— THE TASK —
Would you please return every line from the listing that contains the word "Avenue"?
#####
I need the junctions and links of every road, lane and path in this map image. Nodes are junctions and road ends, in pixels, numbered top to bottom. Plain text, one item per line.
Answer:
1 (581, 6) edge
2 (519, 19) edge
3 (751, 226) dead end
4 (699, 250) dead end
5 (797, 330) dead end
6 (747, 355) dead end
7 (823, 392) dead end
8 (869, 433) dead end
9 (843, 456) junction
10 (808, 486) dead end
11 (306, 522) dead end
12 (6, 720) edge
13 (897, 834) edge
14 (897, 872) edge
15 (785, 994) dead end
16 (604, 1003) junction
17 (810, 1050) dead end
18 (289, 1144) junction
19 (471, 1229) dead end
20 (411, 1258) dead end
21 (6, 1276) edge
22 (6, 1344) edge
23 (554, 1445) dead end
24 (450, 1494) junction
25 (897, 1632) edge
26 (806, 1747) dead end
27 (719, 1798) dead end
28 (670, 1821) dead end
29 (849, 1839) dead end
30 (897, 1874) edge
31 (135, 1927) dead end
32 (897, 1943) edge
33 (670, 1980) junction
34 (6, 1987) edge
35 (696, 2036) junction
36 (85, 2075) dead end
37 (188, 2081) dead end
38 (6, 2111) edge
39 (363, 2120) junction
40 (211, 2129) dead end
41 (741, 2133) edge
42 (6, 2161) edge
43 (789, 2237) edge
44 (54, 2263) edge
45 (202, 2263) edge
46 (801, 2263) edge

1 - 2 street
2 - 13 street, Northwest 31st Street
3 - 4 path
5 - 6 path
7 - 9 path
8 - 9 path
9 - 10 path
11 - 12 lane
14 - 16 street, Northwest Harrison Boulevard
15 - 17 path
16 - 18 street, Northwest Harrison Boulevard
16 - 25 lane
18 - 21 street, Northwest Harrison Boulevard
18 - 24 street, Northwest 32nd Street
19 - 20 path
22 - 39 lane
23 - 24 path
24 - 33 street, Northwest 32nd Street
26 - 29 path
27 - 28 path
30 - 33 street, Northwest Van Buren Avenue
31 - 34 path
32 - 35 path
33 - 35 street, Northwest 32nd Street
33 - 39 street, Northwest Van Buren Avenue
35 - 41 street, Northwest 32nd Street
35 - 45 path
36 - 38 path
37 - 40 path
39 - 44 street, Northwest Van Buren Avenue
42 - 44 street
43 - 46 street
#####
— WORKED SOLUTION —
30 - 33 street, Northwest Van Buren Avenue
33 - 39 street, Northwest Van Buren Avenue
39 - 44 street, Northwest Van Buren Avenue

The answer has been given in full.